11  Artifact Correction Meta-Analysis

11.1 Introduction

Meta-analysis is an analytic tool to synthesize quantitative evidence from multiple studies. By systematically combining and analyzing the results of multiple studies, meta-analysis provides a comprehensive overview, unveiling patterns, trends, and insights that individual studies might not be able to capture. Combining research findings also has the added benefit of increasing the precision of our results (i.e., greater statistical power). In this section we will cover the method described by (Hunter and Schmidt 2015) since it is readily compatible with artifact corrections (see next chapter). For the random-effects model however, we use an integrated approach that incorporates methods from Hunter and Schmidt (2015) and Hedges and Vevea (1998) that was first introduced by Morris et al. (2014). However it is important to note that there are other common methods to conduct meta-analyses that have their strengths and weaknesses (Hedges and Olkin 2014; Callender and Osburn 1980; Johnson, Mullen, and Salas 1995).

11.2 Common Effect Model

A common effect model is the simplest form of meta-analysis. It assumes that all the variation in observed effect sizes is attributable to sampling error (see Figure 11.1). In other words, all the observed effect sizes are estimates of the same population effect size. Note that there is a distinction between fixed effects models and a common effect model (Viechtbauer, n.d.; Laird and Mosteller 1990). The common effect model assumes that the true effect size is identical for each study while the fixed effects model does not assume this. Instead, the fixed effects model can be interpreted as the weighted average of true effects. Computationally, they are the same and provide the same parameter estimates, yet the interpretation differs (Viechtbauer, n.d.).
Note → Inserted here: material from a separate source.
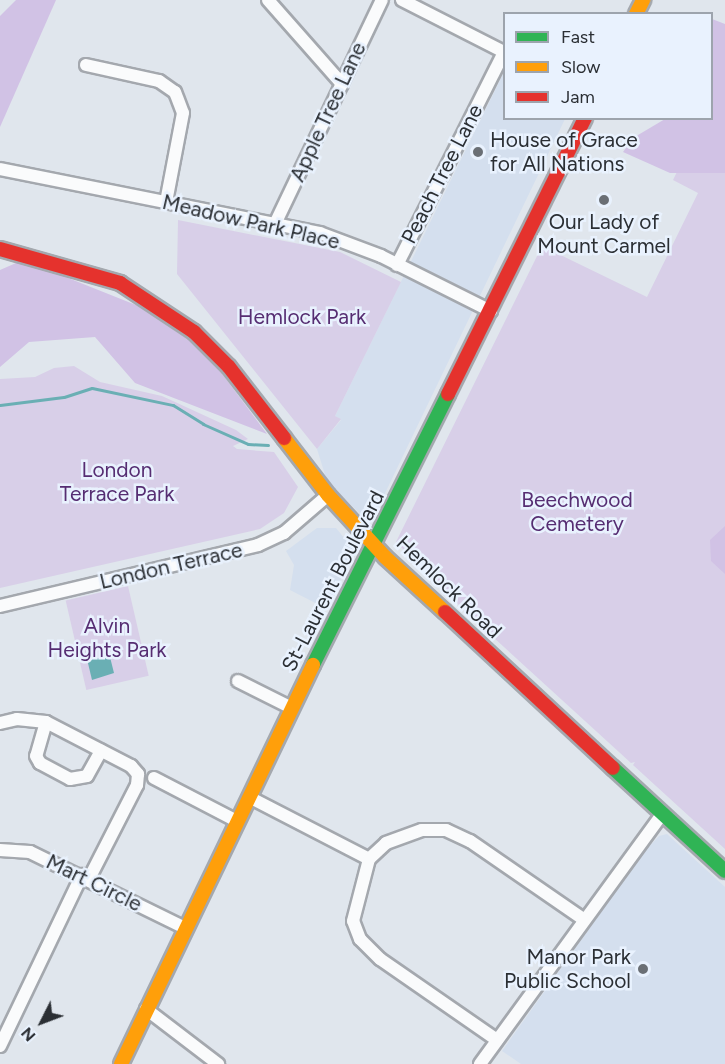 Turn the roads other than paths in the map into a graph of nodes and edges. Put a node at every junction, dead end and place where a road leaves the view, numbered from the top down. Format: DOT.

Figure 11.1: The diagram above depicts a common effect meta-analysis of five studies. The study effect sizes are homogenous and all estimate a single true population effect size.

Take a correlation coefficient between \(X\) and \(Y\) as an example. The common effect model can be modeled such that population correlation \(\rho\) is held constant each study correlation estimate \((r_{XY\jmath})\), such that,

\[ r_{XY\jmath} = \rho_{XY} + \varepsilon_{\jmath} \tag{11.1}\]
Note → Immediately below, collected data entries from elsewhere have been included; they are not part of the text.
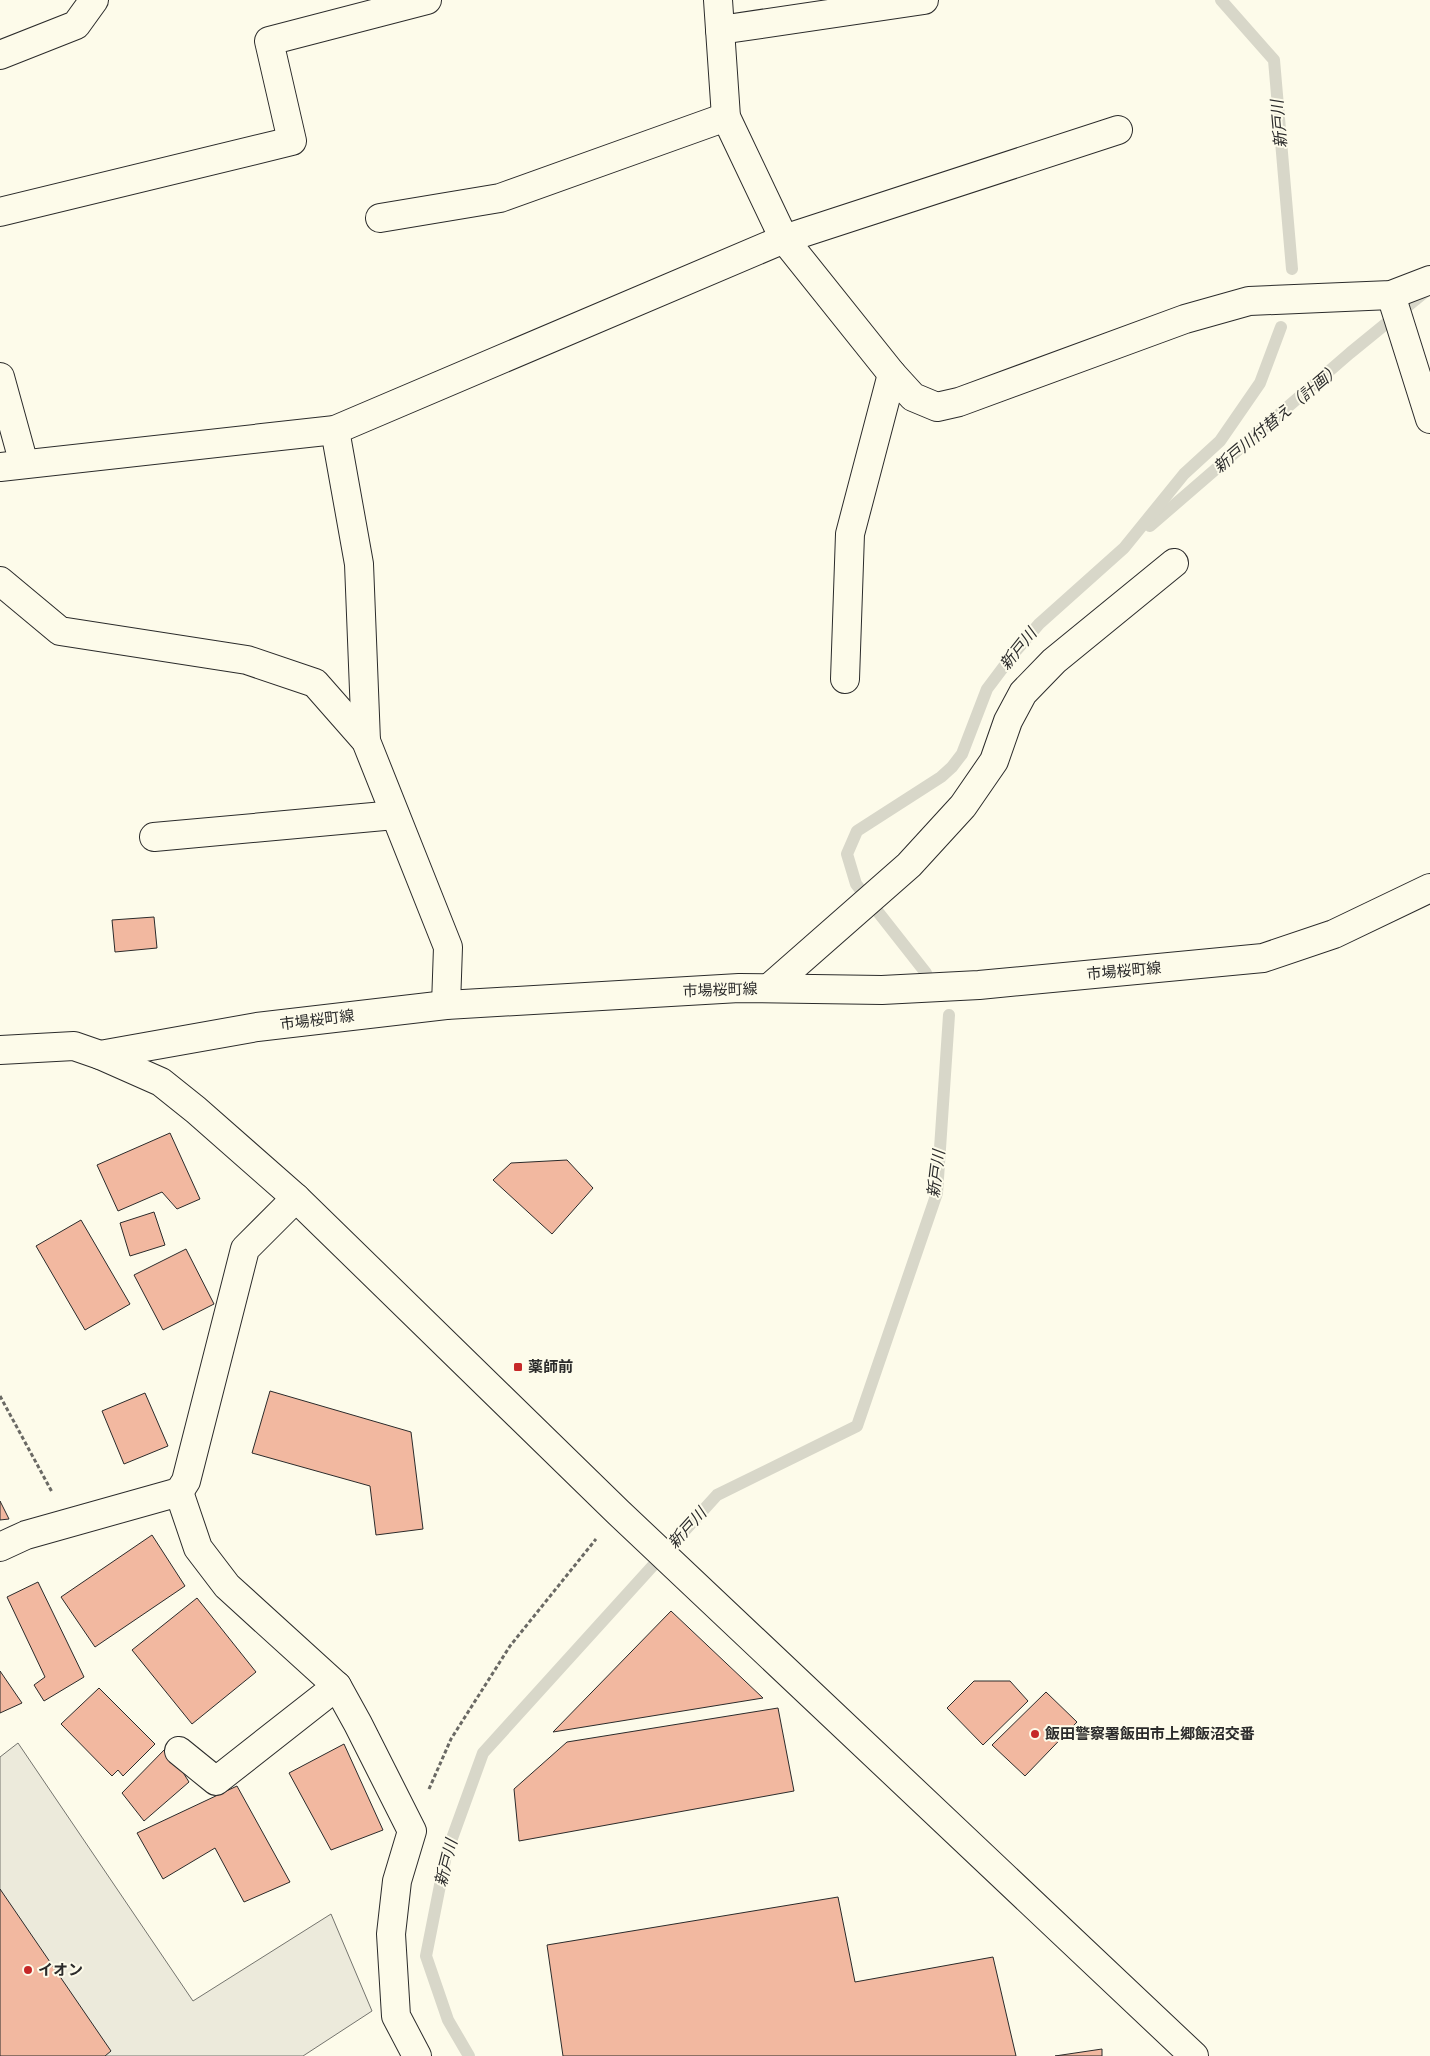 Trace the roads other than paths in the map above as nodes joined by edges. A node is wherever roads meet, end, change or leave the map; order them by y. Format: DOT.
graph roads {
  1 [pos="94,0"];
  2 [pos="427,0"];
  3 [pos="718,0"];
  4 [pos="924,0"];
  5 [pos="720,30"];
  6 [pos="0,56"];
  7 [pos="726,117"];
  8 [pos="1118,130"];
  9 [pos="0,212"];
  10 [pos="380,218"];
  11 [pos="784,239"];
  12 [pos="1430,280"];
  13 [pos="1391,295"];
  14 [pos="892,374"];
  15 [pos="0,377"];
  16 [pos="1430,419"];
  17 [pos="335,430"];
  18 [pos="12,466"];
  19 [pos="1174,563"];
  20 [pos="0,580"];
  21 [pos="845,679"];
  22 [pos="366,741"];
  23 [pos="395,815"];
  24 [pos="154,837"];
  25 [pos="1430,888"];
  26 [pos="769,988"];
  27 [pos="446,1005"];
  28 [pos="0,1050"];
  29 [pos="100,1055"];
  30 [pos="296,1198"];
  31 [pos="178,1492"];
  32 [pos="0,1547"];
  33 [pos="337,1686"];
  34 [pos="179,1750"];
  35 [pos="417,2056"];
  36 [pos="1194,2056"];
  1 -- 6 [label="street"];
  2 -- 9 [label="street"];
  3 -- 5 [label="street"];
  4 -- 5 [label="street"];
  5 -- 7 [label="street"];
  7 -- 10 [label="street"];
  7 -- 11 [label="street"];
  8 -- 11 [label="street"];
  11 -- 14 [label="street"];
  11 -- 17 [label="street"];
  12 -- 13 [label="street"];
  13 -- 14 [label="street"];
  13 -- 16 [label="street"];
  14 -- 21 [label="street"];
  15 -- 18 [label="street"];
  17 -- 18 [label="street"];
  17 -- 22 [label="street"];
  19 -- 26 [label="street"];
  20 -- 22 [label="street"];
  22 -- 23 [label="street"];
  23 -- 24 [label="street"];
  23 -- 27 [label="street"];
  25 -- 26 [label="street, 市場桜町線"];
  26 -- 27 [label="street, 市場桜町線"];
  27 -- 29 [label="street, 市場桜町線"];
  28 -- 29 [label="street, 市場桜町線"];
  29 -- 30 [label="street"];
  30 -- 31 [label="street"];
  30 -- 36 [label="street"];
  31 -- 32 [label="street"];
  31 -- 33 [label="street"];
  33 -- 34 [label="street"];
  33 -- 35 [label="street"];
}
Where \(\varepsilon_\jmath\) indicates sampling error1 and the subscript \(\jmath\) denotes each study. Similar to the true score theory model that we discussed in chapter 4, the variance components of each term can similarly be written out as,

\[ \mathrm{var}(r_{XY}) = \mathrm{var}(\rho_{XY}) + \mathrm{var}(\varepsilon) \]

However in our common effect model, the population effect size is fixed across studies and will not vary, simplifying the formula to,

\[ \mathrm{var}(r_{XY}) = \mathrm{var}(\varepsilon) \tag{11.2}\]

Therefore the only source of variation in the observed effect sizes is sampling error. Ultimately, our goal in a common effects model is to obtain a precise estimate of the population correlation. To obtain an estimate of the population correlation, \(\rho_{XY}\), we can calculate the average observed effect size, \(\bar{r}_{XY}\) from \(k\) studies. However, in practice, effect sizes from different studies have varying levels of precision (i.e., different sampling variances). A simple arithmetic average will not account for the differences between studies in their precision. Instead, we can calculate a weighted average where the weights each study can be calculated by the inverse variance of each study such that,

\[ w_\jmath = \frac{1}{\widehat{\mathrm{var}}(r_{XY})_\jmath}. \]

The sampling variances are different for each study hence the subscript \(\jmath\). Then we can calculate a weighted average to get an estimate \(\hat{\rho}_{XY}\) of the population correlation \(\rho_{XY}\),

\[ \hat{\rho}_{XY} =\frac{\sum^k_{\jmath=1}w_\jmath r_\jmath}{\sum^k_{\jmath=1}w_\jmath}. \]

Where \(\sum^k_{i=1}\) is the sum across all \(k\) studies. This weighted average will be an unbiased estimate of the population effect size. However, even though this mean effect size is more precise compared to single-study estimates, it is not exempt from error itself. We we can compute the sampling variance for \(\hat{\rho}_{XY}\) as,

\[ \widehat{\mathrm{var}}(\hat{\rho}_{XY}) = \frac{1}{\sum^k_{\jmath=1} w_\jmath} \]

The sampling variance can be used to compute the normal approximation of the 95% confidence intervals of the meta-analytic point estimate:

\[ C_{95} = \hat{\rho}_{XY}\pm 1.96 \cdot \sqrt{\widehat{\mathrm{var}}(\hat{\rho}_{XY}) } \]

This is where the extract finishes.